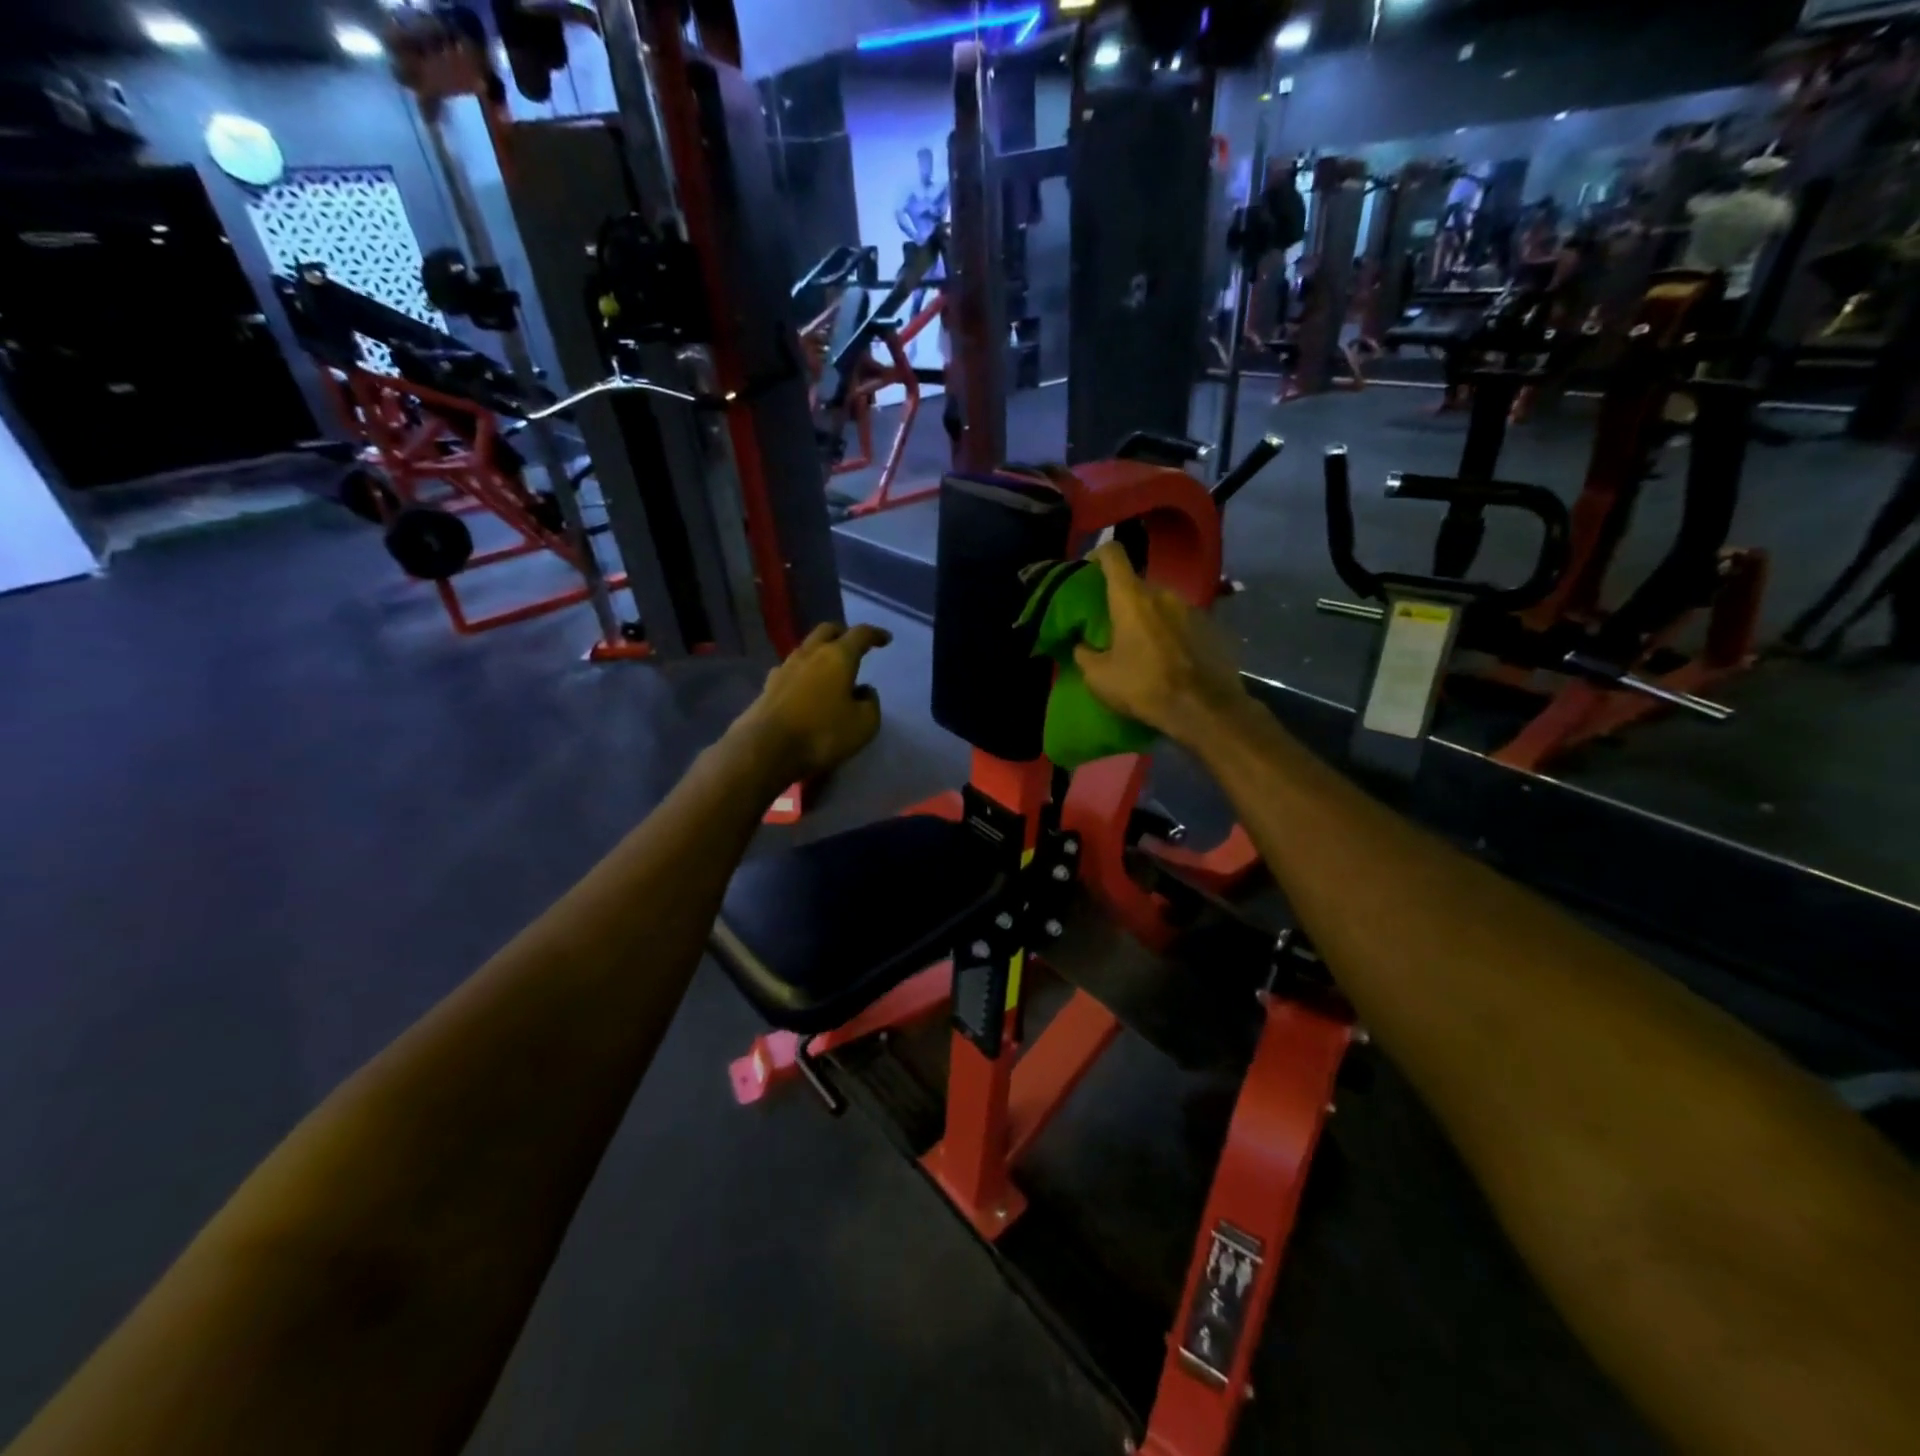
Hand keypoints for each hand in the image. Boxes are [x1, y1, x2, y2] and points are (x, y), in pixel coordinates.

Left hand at [737, 623, 891, 785]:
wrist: (765, 749)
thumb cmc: (822, 734)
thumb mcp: (864, 724)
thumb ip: (870, 703)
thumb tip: (864, 691)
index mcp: (838, 656)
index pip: (860, 634)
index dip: (875, 634)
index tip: (885, 639)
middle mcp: (810, 654)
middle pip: (827, 630)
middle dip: (843, 633)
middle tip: (854, 644)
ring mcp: (785, 668)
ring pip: (806, 648)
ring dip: (820, 652)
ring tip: (830, 668)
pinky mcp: (768, 686)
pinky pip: (791, 670)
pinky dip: (803, 673)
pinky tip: (806, 687)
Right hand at [1072, 542, 1246, 748]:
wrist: (1204, 710)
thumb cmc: (1144, 687)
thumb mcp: (1099, 678)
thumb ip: (1085, 654)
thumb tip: (1083, 646)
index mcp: (1132, 598)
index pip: (1113, 555)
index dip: (1098, 554)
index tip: (1089, 567)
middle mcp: (1165, 594)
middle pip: (1139, 585)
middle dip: (1125, 599)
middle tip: (1115, 624)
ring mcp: (1193, 609)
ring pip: (1164, 604)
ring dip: (1151, 618)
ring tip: (1144, 645)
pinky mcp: (1214, 628)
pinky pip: (1185, 623)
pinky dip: (1174, 633)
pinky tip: (1171, 659)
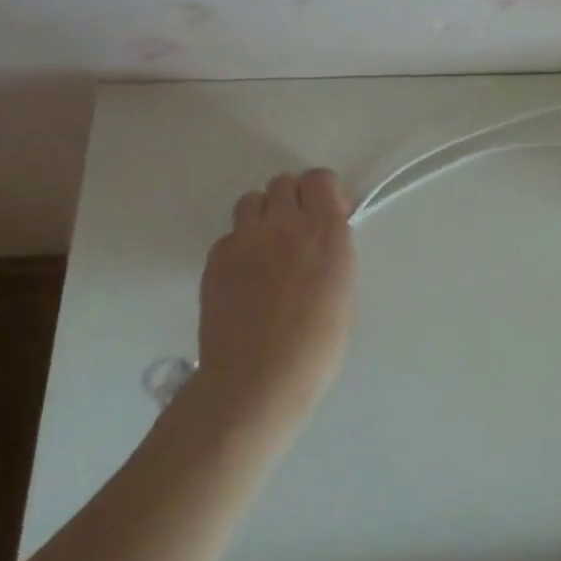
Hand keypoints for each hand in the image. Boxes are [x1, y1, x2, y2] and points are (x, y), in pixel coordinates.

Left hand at [191, 168, 357, 439]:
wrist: (257, 382)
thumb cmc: (316, 347)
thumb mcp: (344, 292)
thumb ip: (333, 253)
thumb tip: (322, 240)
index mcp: (326, 232)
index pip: (320, 179)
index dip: (324, 192)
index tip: (329, 213)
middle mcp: (285, 225)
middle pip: (284, 183)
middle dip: (294, 199)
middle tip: (298, 230)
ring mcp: (245, 240)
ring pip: (252, 200)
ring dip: (264, 214)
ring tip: (269, 246)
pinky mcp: (216, 259)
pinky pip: (230, 235)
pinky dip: (240, 245)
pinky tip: (246, 274)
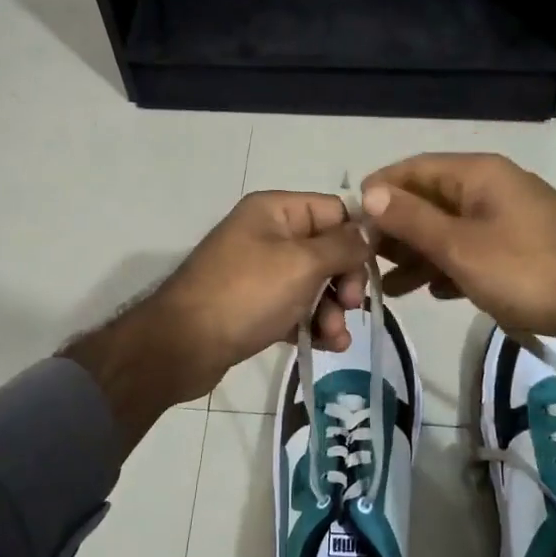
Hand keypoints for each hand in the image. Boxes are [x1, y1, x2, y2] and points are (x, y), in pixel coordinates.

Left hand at [149, 190, 372, 396]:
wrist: (182, 346)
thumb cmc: (246, 294)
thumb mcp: (302, 263)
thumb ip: (343, 245)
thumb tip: (369, 232)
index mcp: (275, 210)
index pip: (334, 211)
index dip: (358, 238)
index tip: (373, 271)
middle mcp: (267, 234)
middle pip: (327, 250)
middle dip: (345, 280)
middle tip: (351, 306)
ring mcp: (259, 273)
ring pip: (314, 284)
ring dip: (332, 310)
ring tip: (335, 338)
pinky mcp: (254, 307)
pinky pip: (295, 309)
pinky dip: (312, 324)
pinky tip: (326, 346)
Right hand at [361, 153, 555, 343]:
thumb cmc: (527, 270)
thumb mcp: (460, 246)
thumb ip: (412, 219)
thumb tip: (368, 192)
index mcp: (477, 174)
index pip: (413, 169)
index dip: (379, 192)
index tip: (350, 225)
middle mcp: (492, 187)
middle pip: (430, 200)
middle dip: (396, 231)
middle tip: (366, 264)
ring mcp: (509, 216)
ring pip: (450, 229)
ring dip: (419, 255)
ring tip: (389, 289)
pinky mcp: (522, 245)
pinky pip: (473, 248)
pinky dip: (450, 266)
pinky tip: (435, 292)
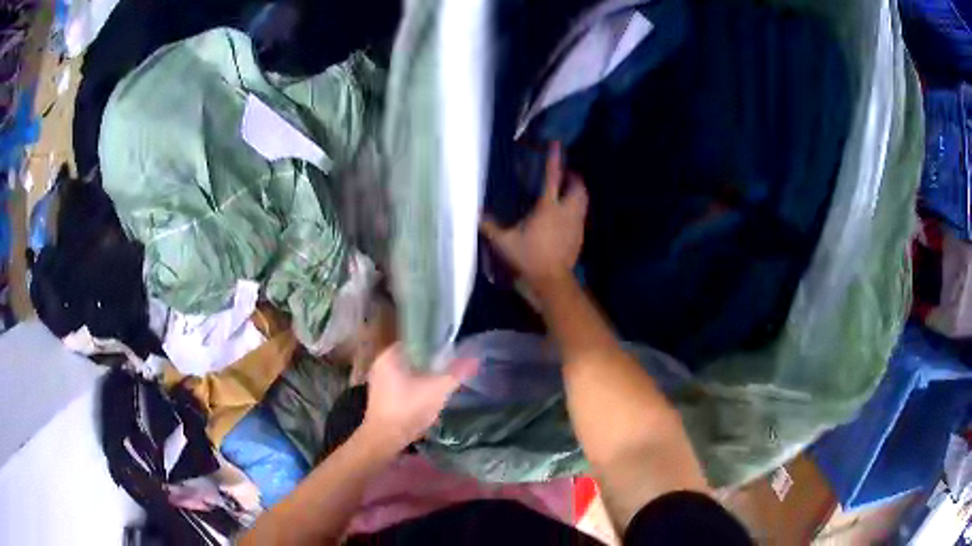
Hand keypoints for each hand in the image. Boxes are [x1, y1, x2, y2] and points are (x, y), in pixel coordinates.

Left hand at [362, 345, 477, 449]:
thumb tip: (476, 358)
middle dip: (431, 362)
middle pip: (412, 357)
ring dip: (424, 376)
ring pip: (408, 372)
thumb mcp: (437, 390)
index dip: (434, 344)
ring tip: (442, 380)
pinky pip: (402, 385)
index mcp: (389, 356)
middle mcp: (380, 365)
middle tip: (450, 366)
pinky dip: (416, 387)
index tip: (451, 350)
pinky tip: (429, 395)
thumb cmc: (408, 410)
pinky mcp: (382, 397)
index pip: (415, 340)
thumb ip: (456, 373)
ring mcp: (379, 382)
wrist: (385, 439)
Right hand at [481, 142, 587, 290]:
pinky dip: (577, 209)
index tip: (557, 145)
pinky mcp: (580, 236)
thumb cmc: (527, 258)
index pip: (552, 178)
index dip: (555, 160)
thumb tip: (474, 213)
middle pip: (578, 187)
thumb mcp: (504, 242)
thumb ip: (490, 226)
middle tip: (565, 175)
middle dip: (574, 177)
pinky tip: (567, 215)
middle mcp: (566, 212)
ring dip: (578, 192)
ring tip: (568, 191)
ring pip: (584, 200)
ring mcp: (576, 224)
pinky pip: (581, 215)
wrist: (551, 281)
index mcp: (548, 208)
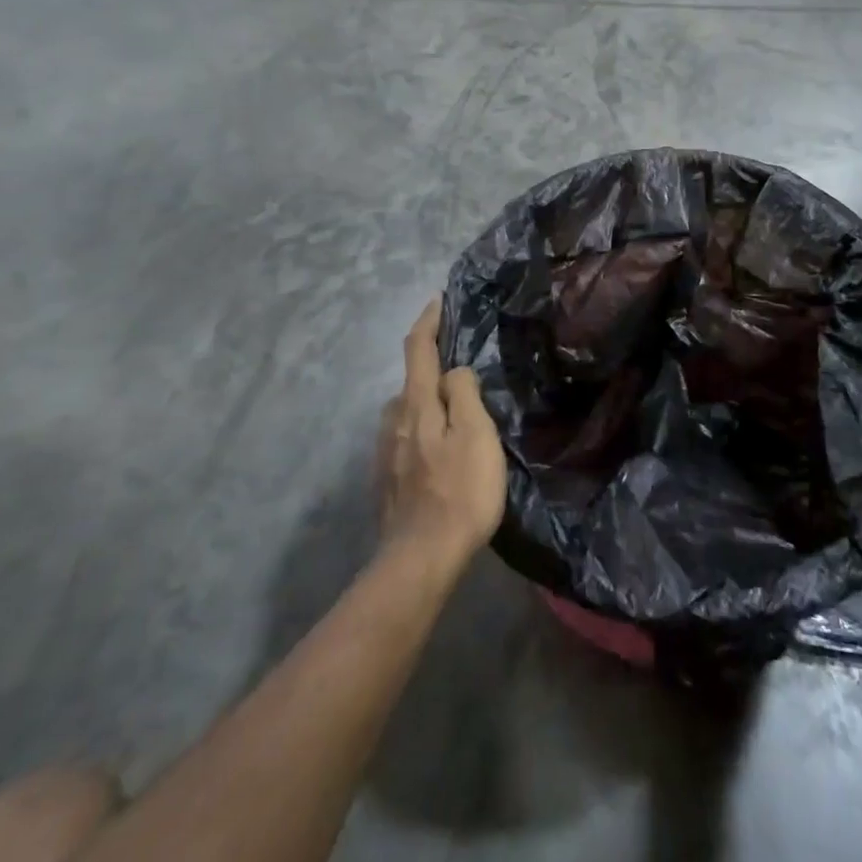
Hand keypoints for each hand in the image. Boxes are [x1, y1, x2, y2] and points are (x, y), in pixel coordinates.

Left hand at [378, 300, 507, 566]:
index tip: (438, 301)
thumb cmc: (459, 491)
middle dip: (432, 369)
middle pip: (411, 382)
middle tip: (463, 373)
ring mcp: (386, 453)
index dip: (428, 322)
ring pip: (407, 413)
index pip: (417, 349)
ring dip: (427, 403)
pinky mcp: (388, 480)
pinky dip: (423, 431)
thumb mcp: (476, 434)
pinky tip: (440, 454)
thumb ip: (464, 393)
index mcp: (416, 404)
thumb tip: (454, 371)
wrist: (420, 561)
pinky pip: (406, 440)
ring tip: (456, 415)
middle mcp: (393, 421)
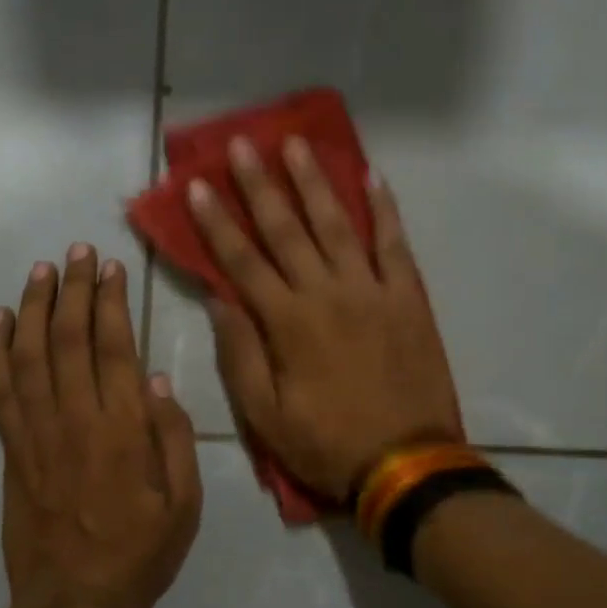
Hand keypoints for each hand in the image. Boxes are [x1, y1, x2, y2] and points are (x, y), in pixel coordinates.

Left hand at [0, 245, 202, 607]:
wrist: (75, 603)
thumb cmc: (140, 554)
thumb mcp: (185, 503)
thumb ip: (175, 438)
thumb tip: (160, 379)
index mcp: (124, 430)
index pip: (114, 347)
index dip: (110, 302)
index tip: (111, 267)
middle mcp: (77, 419)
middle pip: (68, 339)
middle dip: (73, 289)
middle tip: (77, 252)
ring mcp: (37, 434)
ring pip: (29, 355)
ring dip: (34, 307)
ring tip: (40, 270)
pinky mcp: (11, 451)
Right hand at [188, 137, 462, 500]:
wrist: (406, 464)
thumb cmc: (326, 443)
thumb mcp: (265, 415)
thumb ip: (240, 354)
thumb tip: (218, 299)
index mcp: (287, 323)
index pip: (242, 260)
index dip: (216, 222)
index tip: (198, 185)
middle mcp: (326, 293)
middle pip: (286, 229)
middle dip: (260, 184)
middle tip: (242, 143)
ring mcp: (372, 290)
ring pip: (337, 225)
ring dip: (314, 182)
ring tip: (296, 144)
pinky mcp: (408, 298)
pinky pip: (395, 244)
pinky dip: (385, 209)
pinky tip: (372, 176)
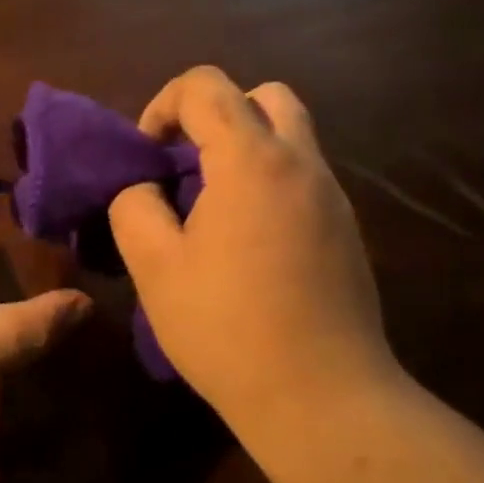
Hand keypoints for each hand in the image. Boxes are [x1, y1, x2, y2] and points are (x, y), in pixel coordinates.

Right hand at [108, 67, 395, 427]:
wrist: (322, 396)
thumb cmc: (228, 329)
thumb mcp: (155, 268)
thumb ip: (135, 209)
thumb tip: (146, 189)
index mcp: (253, 160)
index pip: (206, 86)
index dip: (163, 106)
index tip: (147, 156)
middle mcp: (302, 163)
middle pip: (263, 96)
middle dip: (216, 114)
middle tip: (187, 166)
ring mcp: (333, 197)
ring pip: (291, 136)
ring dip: (247, 148)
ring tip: (213, 206)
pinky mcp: (348, 230)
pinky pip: (305, 178)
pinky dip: (271, 182)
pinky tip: (249, 244)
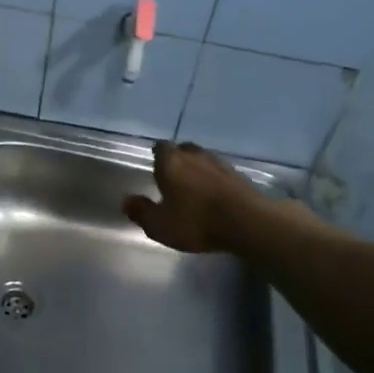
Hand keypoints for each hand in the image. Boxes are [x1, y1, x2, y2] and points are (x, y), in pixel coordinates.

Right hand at [123, 141, 257, 254]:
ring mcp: (219, 162)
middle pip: (182, 150)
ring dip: (198, 169)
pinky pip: (220, 172)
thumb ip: (141, 211)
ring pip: (203, 159)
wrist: (247, 221)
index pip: (159, 147)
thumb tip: (125, 200)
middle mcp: (194, 155)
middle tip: (173, 178)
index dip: (156, 156)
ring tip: (194, 187)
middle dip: (177, 160)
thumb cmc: (196, 221)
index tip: (154, 167)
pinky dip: (215, 180)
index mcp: (170, 161)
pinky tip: (215, 195)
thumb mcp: (160, 225)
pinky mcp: (239, 175)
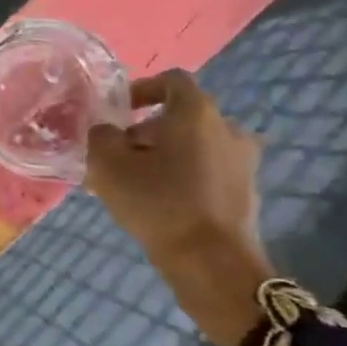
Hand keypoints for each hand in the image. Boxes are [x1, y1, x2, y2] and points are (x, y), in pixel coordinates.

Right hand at [86, 71, 272, 345]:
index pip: (171, 81)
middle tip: (117, 154)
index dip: (141, 89)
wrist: (212, 264)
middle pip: (181, 116)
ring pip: (193, 146)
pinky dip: (182, 177)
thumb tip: (106, 131)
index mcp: (196, 113)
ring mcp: (242, 163)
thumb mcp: (108, 164)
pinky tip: (157, 202)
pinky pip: (207, 172)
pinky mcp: (245, 193)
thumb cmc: (158, 202)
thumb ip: (100, 136)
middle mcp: (226, 129)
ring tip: (133, 181)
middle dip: (146, 130)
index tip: (117, 111)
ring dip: (164, 155)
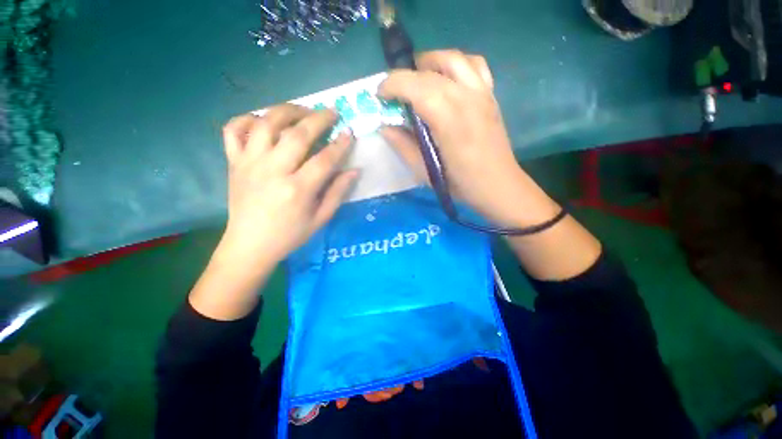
* * * * * * *
**Work to be completed**
Skip the pictures and restate exactly the lines from the beginning of the listing to the line with "ring dip: (264, 214)", that line included.

**Written answer**
Hand keypoints for each hand in the image. Boxes are [x1, y1, x2, y2] and points are (x, y), in pixel coordinates.

Left hand at [737, 623, 891, 785]:
wrist: (765, 749)
thumb cmc: (822, 734)
thumb mcp: (864, 724)
thumb ip: (870, 703)
thumb tip: (864, 691)
index mcp: (838, 656)
index pip: (860, 634)
index dip: (875, 634)
index tip: (885, 639)
middle mcp: (810, 654)
middle pip: (827, 630)
middle dip: (843, 633)
middle tip: (854, 644)
ring mcp: (785, 668)
ring pip: (806, 648)
ring dip: (820, 652)
ring tip: (830, 668)
pinky mcp: (768, 686)
pinky pip: (791, 670)
pinky dip: (803, 673)
pinky tip: (806, 687)
Right hand at [1072, 542, 1246, 748]:
wrist: (1204, 710)
thumb cmc: (1144, 687)
thumb mcp: (1099, 678)
thumb ip: (1085, 654)
thumb tip: (1083, 646)
index mcp: (1132, 598)
index pip: (1113, 555)
index dip: (1098, 554)
index tip: (1089, 567)
middle mcp: (1165, 594)
middle pip: (1139, 585)
middle dip: (1125, 599)
middle tip: (1115, 624)
ring mcp: (1193, 609)
ring pip: (1164, 604)
ring dip: (1151, 618)
ring tip: (1144, 645)
pinky mcp: (1214, 628)
pinky pip: (1185, 623)
pinky dip: (1174, 633)
pinky tip: (1171, 659)
Hand keypoints for each hand in the image. Boxes are [x1, y1, x2, y2] and points are (x, y), in pixel coordinates.

Left hand at [191, 168, 357, 439]:
wrist: (257, 382)
thumb cmc: (316, 347)
thumb mcp: (344, 292)
thumb ip: (333, 253)
thumb tip: (322, 240)
index mcp: (326, 232)
index pip: (320, 179)
index dip: (324, 192)
index tip: (329, 213)
middle mcp: (285, 225)
middle pip: (284, 183)
middle dip: (294, 199)
middle tip: (298, 230)
ring mcp: (245, 240)
ring pip: (252, 200)
ring dip: (264, 214)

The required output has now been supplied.